● **Stored records**:
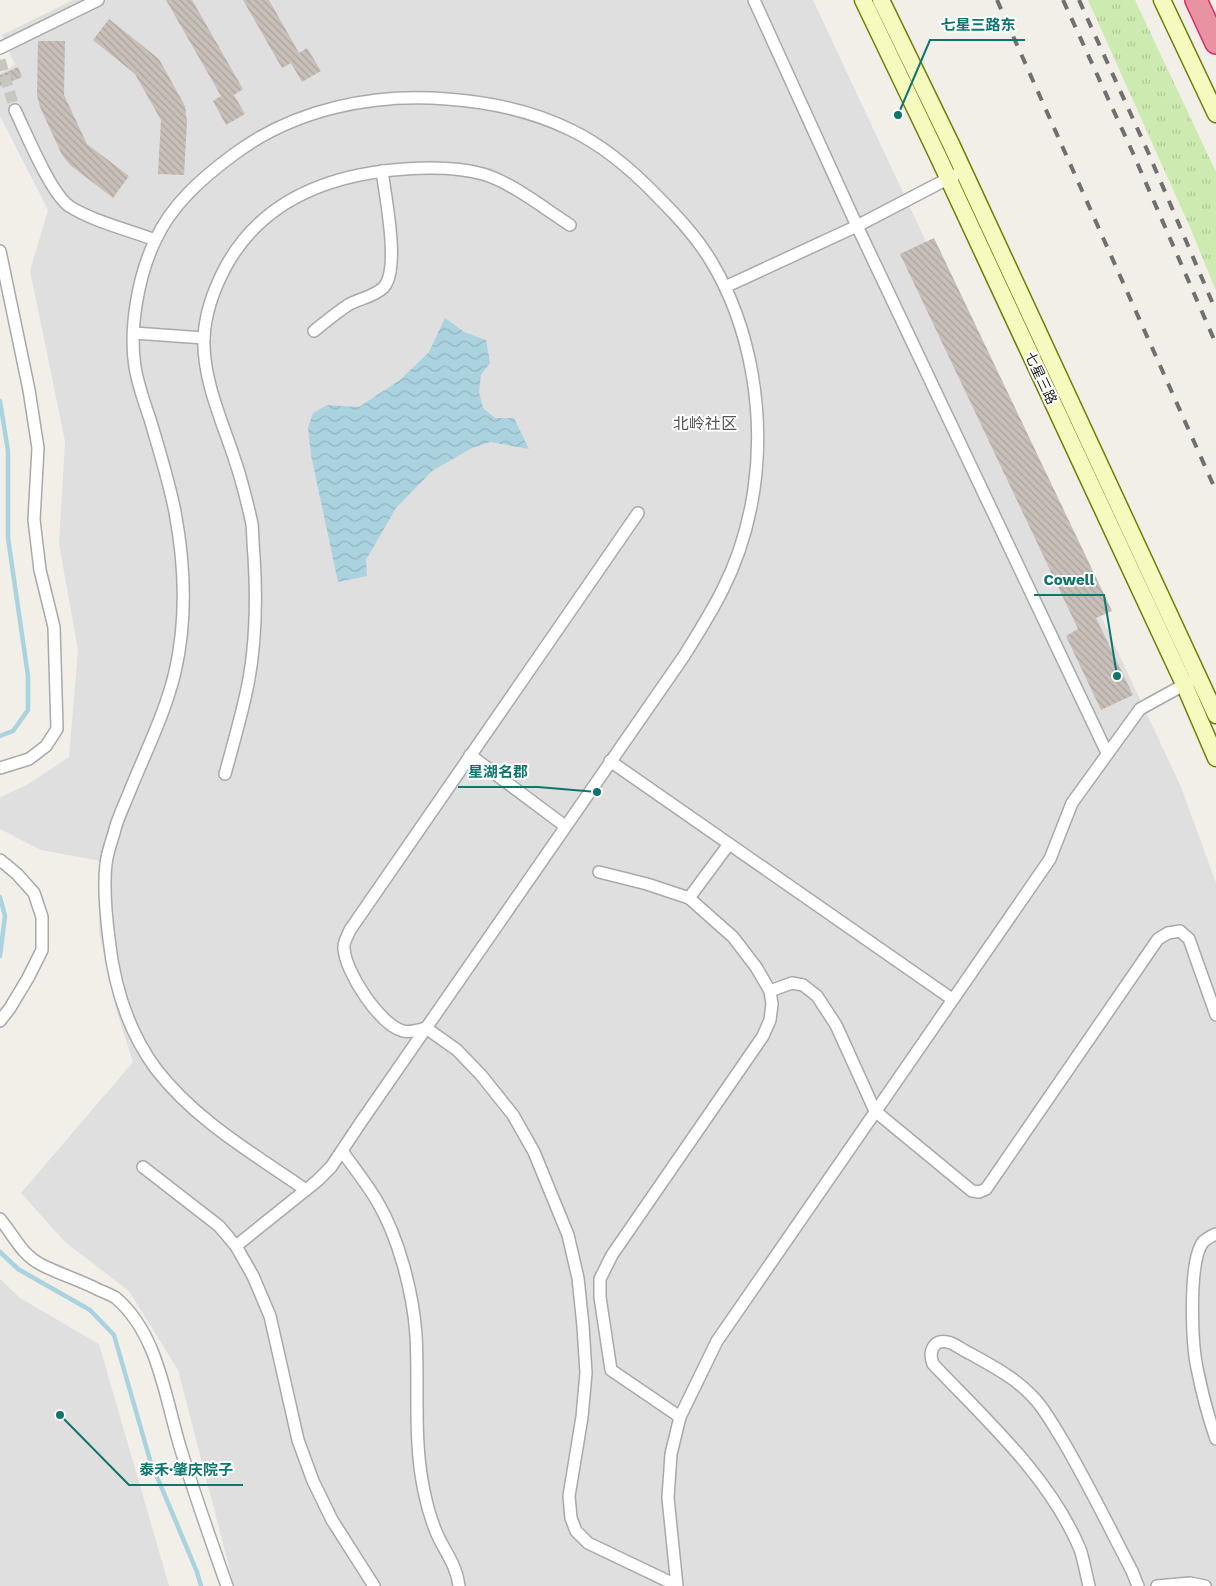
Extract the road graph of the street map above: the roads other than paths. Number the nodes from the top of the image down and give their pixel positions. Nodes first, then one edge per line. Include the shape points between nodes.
1 (98, 0) edge
2 (754, 0) edge
3 (863, 0) edge
4 (881, 0) edge
5 (1162, 0) edge
6 (1196, 0) edge
7 (1216, 43) edge
8 (0, 48) edge
9 (15, 110) tunnel mouth
10 (1216, 114) edge
11 (963, 170) junction
12 (382, 171) junction
13 (948, 179) junction
14 (570, 226) dead end
15 (857, 226) junction
16 (155, 240) junction
17 (0, 251) edge
18 (725, 287) junction
19 (314, 331) dead end
20 (134, 333) junction
21 (204, 338) junction
22 (638, 513) dead end
23 (1200, 677) junction
24 (1184, 684) junction
25 (1216, 715) edge
26 (1107, 753) junction
27 (470, 755) junction
28 (1216, 758) edge
29 (610, 761) junction
30 (0, 768) edge
31 (225, 774) dead end
32 (566, 826) junction
33 (729, 844) junction
34 (0, 860) edge
35 (599, 872) dead end
36 (689, 898) junction
37 (770, 991) junction
38 (952, 999) junction
39 (1216, 1015) edge
40 (0, 1020) edge
41 (426, 1028) junction
42 (875, 1111) junction
43 (342, 1151) junction
44 (143, 1167) dead end
45 (306, 1190) junction
46 (0, 1219) edge
47 (1216, 1234) edge
48 (236, 1246) junction
49 (680, 1417) junction
50 (1216, 1439) edge
51 (677, 1585) edge
52 (227, 1586) edge
53 (374, 1586) edge
54 (459, 1586) edge
55 (1090, 1586) edge
56 (1138, 1586) edge
57 (1157, 1586) edge
58 (1205, 1586) edge

1 - 8 street
2 - 15 street
3 - 13 street, 七星三路
4 - 11 street, 七星三路
5 - 10 street
6 - 7 highway
9 - 16 street via 54,189 68,205
11 - 13 street
11 - 23 street, 七星三路
12 - 14 street via 459,169 485,174 510,186
12 - 19 street via 391,238 388,281 382,289 348,305
12 - 21 street via 351,176 315,188 285,203 254,227 234,251 219,280
13 - 15 street
13 - 24 street, 七星三路
15 - 18 street
15 - 26 street
16 - 18 street via 173,210 193,188 246,145 275,128 341,106 374,100 440,98 496,104 535,116 570,129 605,150 635,173 690,230
16 - 20 street via 144,272
17 - 30 street via 38,448 34,520 40,570 54,627 57,729 46,746 29,759
18 - 29 street via 750,360 755,394 758,439 754,490 742,540 724,589 684,656
20 - 21 street
20 - 45 street via 135,366 175,511 182,560 182,627 171,688 116,826 106,865 106,914 112,964 121,1001 137,1037 154,1066 175,1091 208,1120
21 - 31 street via 205,361 252,526 256,580 254,642 246,696
22 - 27 street
23 - 24 street
23 - 25 street, 七星三路
24 - 26 street via 1140,709
24 - 28 street, 七星三路
26 - 38 street via 1072,803 1050,859
27 - 32 street
27 - 41 street via 350,930 343,946 347,966 381,1016 396,1029 406,1032
29 - 32 street
29 - 33 street
32 - 41 street
33 - 36 street
33 - 38 street
34 - 40 street via 34,893 42,917 42,950
35 - 36 street
36 - 37 street via 733,938
37 - 42 street via 792,983 804,985 817,996 836,1025
37 - 49 street via 770,1020 762,1036 612,1255 600,1278 611,1370
38 - 42 street
39 - 42 street via 1189,939 1180,931 1158,939 986,1189 979,1192 972,1191
41 - 43 street
41 - 51 street via 457,1050 482,1075 513,1115 534,1152 568,1235 578,1278 586,1373 569,1496 576,1531 588,1543
42 - 49 street via 717,1342
43 - 45 street via 332,1167
43 - 54 street via 377,1200 391,1228 403,1265 416,1334 419,1456 423,1489 437,1536 453,1563
44 - 48 street via 218,1226
45 - 48 street
46 - 52 street via 22,1251 39,1264 115,1298 132,1316 149,1343 200,1512
47 - 50 street via 1202,1244 1199,1252 1193,1323 1196,1366
48 - 53 street via 254,1276 270,1316 298,1440 313,1481 332,1520
49 - 51 street via 671,1454 668,1498
55 - 56 street via 1081,1551 1066,1520 1028,1464 934,1364 931,1352 934,1345 950,1343 1015,1381 1032,1395 1072,1456
57 - 58 street via 1190,1583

● **PROBLEM REQUIREMENTS**:
Pictures are to be left out; all else in the entries above is to be quoted exactly.

● **ANSWER BOX**:
Extract the road graph of the street map above: the roads other than paths. Number the nodes from the top of the image down and give their pixel positions. Nodes first, then one edge per line. Include the shape points between nodes.
1 (98, 0) edge
2 (754, 0) edge
3 (863, 0) edge
4 (881, 0) edge
5 (1162, 0) edge
6 (1196, 0) edge
7 (1216, 43) edge
8 (0, 48) edge
9 (15, 110) tunnel mouth
10 (1216, 114) edge
11 (963, 170) junction
12 (382, 171) junction
13 (948, 179) junction
14 (570, 226) dead end
15 (857, 226) junction
16 (155, 240) junction
17 (0, 251) edge
18 (725, 287) junction
19 (314, 331) dead end
20 (134, 333) junction
21 (204, 338) junction
22 (638, 513) dead end
23 (1200, 677) junction
24 (1184, 684) junction
25 (1216, 715) edge
26 (1107, 753) junction
27 (470, 755) junction
28 (1216, 758) edge
29 (610, 761) junction
30 (0, 768) edge
31 (225, 774) dead end
32 (566, 826) junction
33 (729, 844) junction
34 (0, 860) edge
35 (599, 872) dead end
36 (689, 898) junction
37 (770, 991) junction
38 (952, 999) junction
39 (1216, 1015) edge
40 (0, 1020) edge
41 (426, 1028) junction
42 (875, 1111) junction
43 (342, 1151) junction
44 (143, 1167) dead end
45 (306, 1190) junction
46 (0, 1219) edge
47 (1216, 1234) edge
48 (236, 1246) junction
49 (680, 1417) junction
50 (1216, 1439) edge
51 (677, 1585) edge
52 (227, 1586) edge
53 (374, 1586) edge
54 (459, 1586) edge
55 (1090, 1586) edge
56 (1138, 1586) edge
57 (1157, 1586) edge
58 (1205, 1586) edge

1 - 8 street
2 - 15 street
3 - 13 street, 七星三路
4 - 11 street, 七星三路
5 - 10 street
6 - 7 highway
9 - 16 street via 54,189 68,205
11 - 13 street
11 - 23 street, 七星三路
12 - 14 street via 459,169 485,174 510,186
12 - 19 street via 391,238 388,281 382,289 348,305
12 - 21 street via 351,176 315,188 285,203 254,227 234,251 219,280
13 - 15 street
13 - 24 street, 七星三路
15 - 18 street
15 - 26 street
16 - 18 street via 173,210 193,188 246,145 275,128 341,106 374,100 440,98 496,104 535,116 570,129 605,150 635,173 690,230
16 - 20 street via 144,272
17 - 30 street via 38,448 34,520 40,570 54,627 57,729 46,746 29,759
18 - 29 street via 750,360 755,394 758,439 754,490 742,540 724,589 684,656
20 - 21 street
20 - 45 street via 135,366 175,511 182,560 182,627 171,688 116,826 106,865 106,914 112,964 121,1001 137,1037 154,1066 175,1091 208,1120
21 - 31 street via 205,361 252,526 256,580 254,642 246,696
22 - 27 street
23 - 24 street
23 - 25 street, 七星三路
24 - 26 street via 1140,709
24 - 28 street, 七星三路
26 - 38 street via 1072,803 1050,859
27 - 32 street
27 - 41 street via 350,930 343,946 347,966 381,1016 396,1029 406,1032
29 - 32 street
29 - 33 street
32 - 41 street
33 - 36 street
33 - 38 street
34 - 40 street via 34,893 42,917 42,950
35 - 36 street
36 - 37 street via 733,938
37 - 42 street via 792,983 804,985 817,996 836,1025
37 - 49 street via 770,1020 762,1036 612,1255 600,1278 611,1370
38 - 42 street
39 - 42 street via 1189,939 1180,931 1158,939 986,1189 979,1192 972,1191
41 - 43 street
41 - 51 street via 457,1050 482,1075 513,1115 534,1152 568,1235 578,1278 586,1373 569,1496 576,1531 588,1543
42 - 49 street via 717,1342
43 - 45 street via 332,1167
43 - 54 street via 377,1200 391,1228 403,1265 416,1334 419,1456 423,1489 437,1536 453,1563
44 - 48 street via 218,1226
45 - 48 street
46 - 52 street via 22,1251 39,1264 115,1298 132,1316 149,1343 200,1512
47 - 50 street via 1202,1244 1199,1252 1193,1323 1196,1366
48 - 53 street via 254,1276 270,1316 298,1440 313,1481 332,1520
49 - 51 street via 671,1454 668,1498
55 - 56 street via 1081,1551 1066,1520 1028,1464 934,1364 931,1352 934,1345 950,1343 1015,1381 1032,1395 1072,1456
57 - 58 street via 1190,1583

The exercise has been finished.